Ники принялась расхаживать перед камином. Отныне ей нечего было скрывать, незачем лгать.
— Алекс и в самом деле помог мне. Во многих отношениях он был добр.
— Во многих отношениях?
— Это долгая история, Мишель, достаточно сказать, что прошло очень много времени, прежде чем я стала ему доверять.
В конце концов он все-таки завоевал мое доверие. Я думаю, он искренне привязан ко мне. Я… я позволила себе увлечься им…
Совершила поступки… о которых теперь сожалею… С тех пор я обнаружила, что ошибалась в его намерениях… — Этими словами она и ограничилась. Пусть Мишель сама делает свои выводы.
— Боже мой! — шепнула та по-французски.
— Я думала, что люблю его, — тихо сказала Ники, всей душой надеясь, что подруга поймет ее правильно.
— А теперь?
Вздохнув, Ники остановилась и села на диван.
— А теперь я сама не знаю, что чувствую.
— Но неужели, если бы ты его попросила, он не расторг бы твой контракт?
— Он не хочет этого.
— Но почему? Его отец непременно так поступил бы, я думаю.

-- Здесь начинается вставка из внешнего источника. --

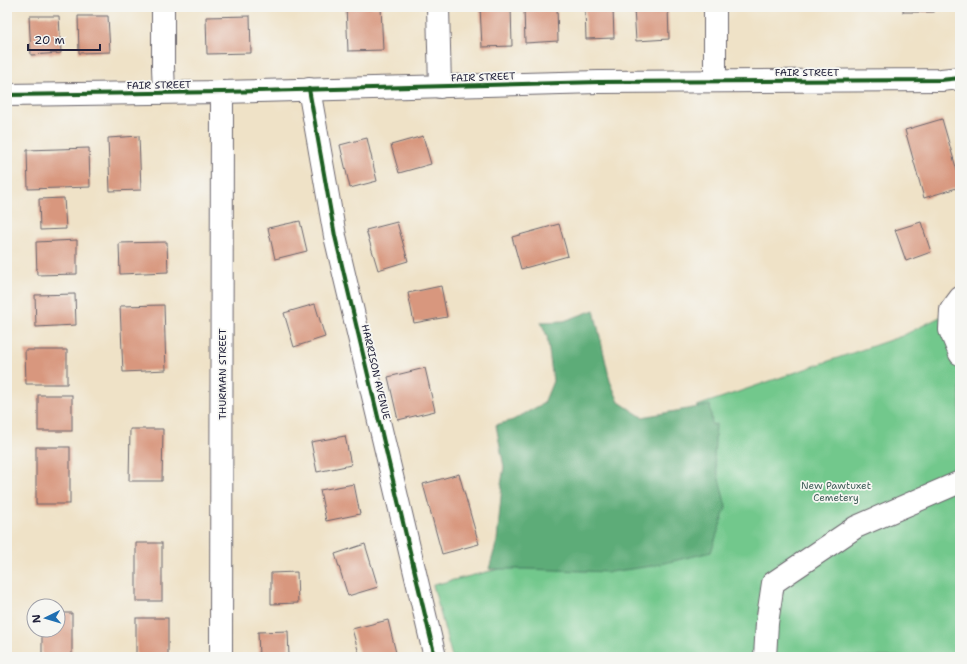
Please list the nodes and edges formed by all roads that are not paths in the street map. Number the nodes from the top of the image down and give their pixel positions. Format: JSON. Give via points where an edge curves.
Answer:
{"nodes":[{"id":1,"x":163,"y":7,"type":"edge"},
{"id":2,"x":438,"y":7,"type":"edge"},
{"id":3,"x":714,"y":7,"type":"edge"},
{"id":4,"x":960,"y":78,"type":"edge"},
{"id":5,"x":715,"y":81,"type":"junction"},
{"id":6,"x":440,"y":87,"type":"junction"},
{"id":7,"x":309,"y":89,"type":"junction"},
{"id":8,"x":164,"y":92,"type":"junction"},
{"id":9,"x":222,"y":92,"type":"junction"},
{"id":10,"x":7,"y":95,"type":"edge"},
{"id":11,"x":960,"y":298,"type":"edge"},
{"id":12,"x":960,"y":354,"type":"edge"},
{"id":13,"x":960,"y":482,"type":"edge"},
{"id":14,"x":221,"y":657,"type":"edge"},
{"id":15,"x":435,"y":657,"type":"edge"},
{"id":16,"x":766,"y":657,"type":"edge"}],
"edges":[{"from":1,"to":8,"type":"street"},
{"from":2,"to":6,"type":"street"},
{"from":3,"to":5,"type":"street"},
{"from":4,"to":5,"type":"street","name":"FAIR STREET"},
{"from":5,"to":6,"type":"street","name":"FAIR STREET"},
{"from":6,"to":7,"type":"street","name":"FAIR STREET"},
{"from":7,"to":9,"type":"street","name":"FAIR STREET"},
{"from":7,"to":15,"type":"street","name":"HARRISON AVENUE","via":[[335,236]]},
{"from":8,"to":9,"type":"street","name":"FAIR STREET"},
{"from":8,"to":10,"type":"street","name":"FAIR STREET"},
{"from":9,"to":14,"type":"street","name":"THURMAN STREET"},
{"from":11,"to":12,"type":"street","via":[[951,310],[950,330]]},
{"from":13,"to":16,"type":"street","via":[[856,527],[773,582],[767,623]]}]}
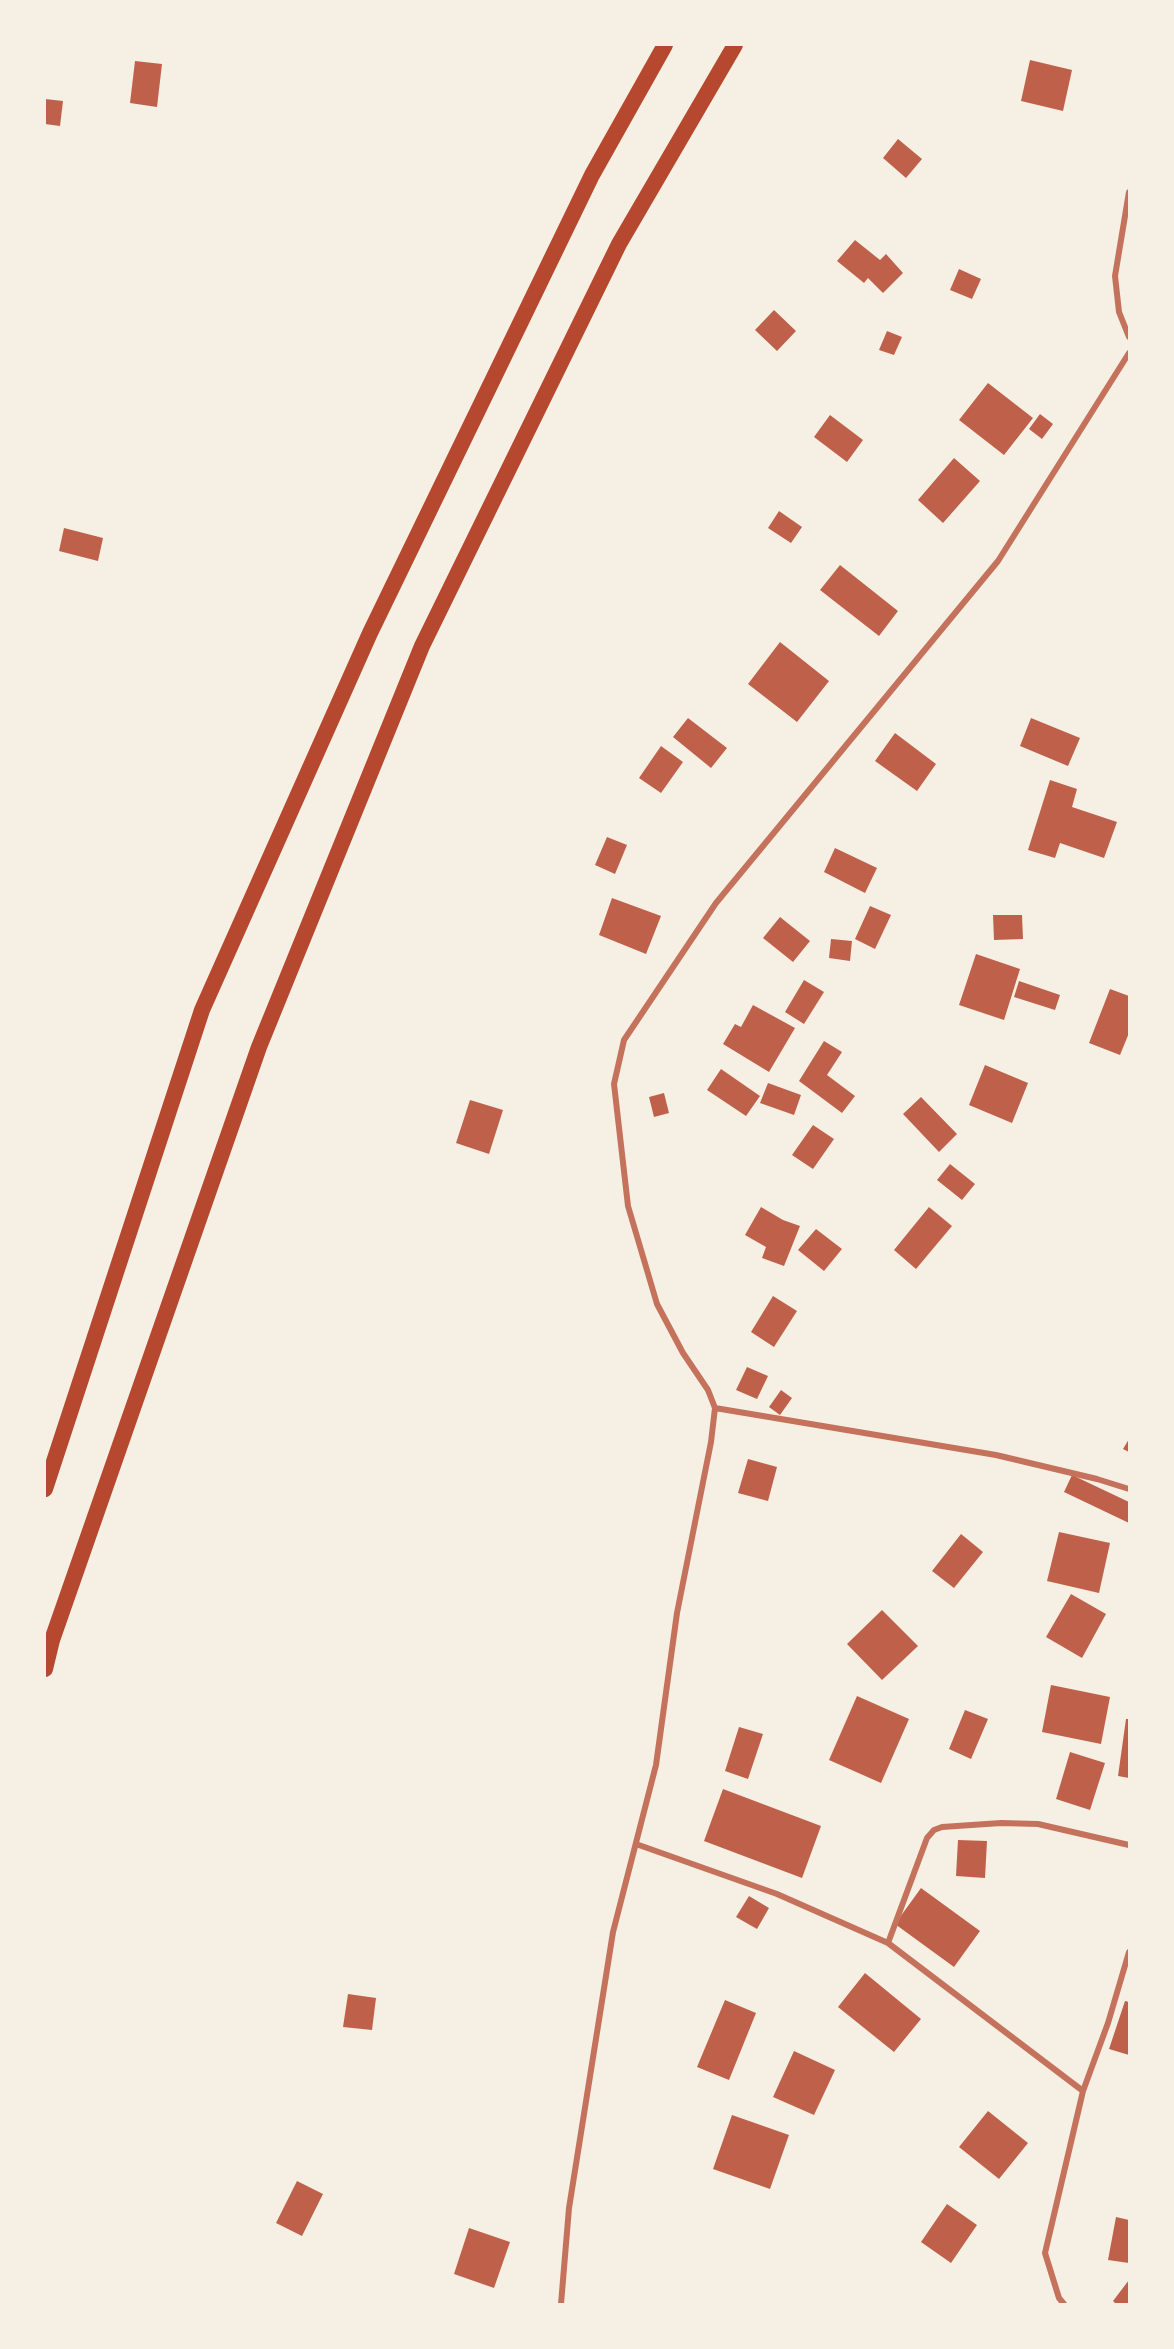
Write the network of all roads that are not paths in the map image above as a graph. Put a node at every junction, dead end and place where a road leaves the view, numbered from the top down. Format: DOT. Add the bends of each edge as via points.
graph roads {
  1 [pos="665,45"];
  2 [pos="735,45"];
  3 [pos="1129,192"];
  4 [pos="1129,337"];
  5 [pos="1129,353"];
  6 [pos="715,1408"];
  7 [pos="45,1489"];
  8 [pos="1129,1489"];
  9 [pos="45,1669"];
  10 [pos="636,1844"];
  11 [pos="1129,1845"];
  12 [pos="888,1943"];
  13 [pos="1129,1952"];
  14 [pos="1083,2091"];
  15 [pos="561,2304"];
  16 [pos="1064,2304"];
  1 -- 7 [label="highway" via="592,175 370,633 202,1010"];
  2 -- 9 [label="highway" via="619,243 422,646 259,1047"];
  3 -- 4 [label="street" via="1115,276 1119,312"];
  5 -- 6 [label="street" via="998,561 716,903 624,1040 614,1084 628,1206 657,1304"];
  6 -- 8 [label="street" via="996,1455"];
  6 -- 10 [label="street" via="677,1613 656,1765"];
  10 -- 12 [label="street" via="777,1894"];
  10 -- 15 [label="street" via="613,1932 569,2208"];
  11 -- 12 [label="street" via="1038,1824 1001,1823 934,1830 927,1838"];
  12 -- 14 [label="street"];
  13 -- 14 [label="street"];
  14 -- 16 [label="street" via="1045,2253"];
}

Ники повернулась к ней лицом.
— Я задавала себе этот вопрос тысячу раз. Я не знаю почему. — «Потому что он хочет меня. Потому что владеет мной, а Алекс никогда не отдает того, чем владеет». И все же Алекс — человек достаточно добрый, он не ставит своего счастья выше счастья других. То, что она ему принадлежит, еще не ответ на вопрос. Но какой еще другой ответ может быть?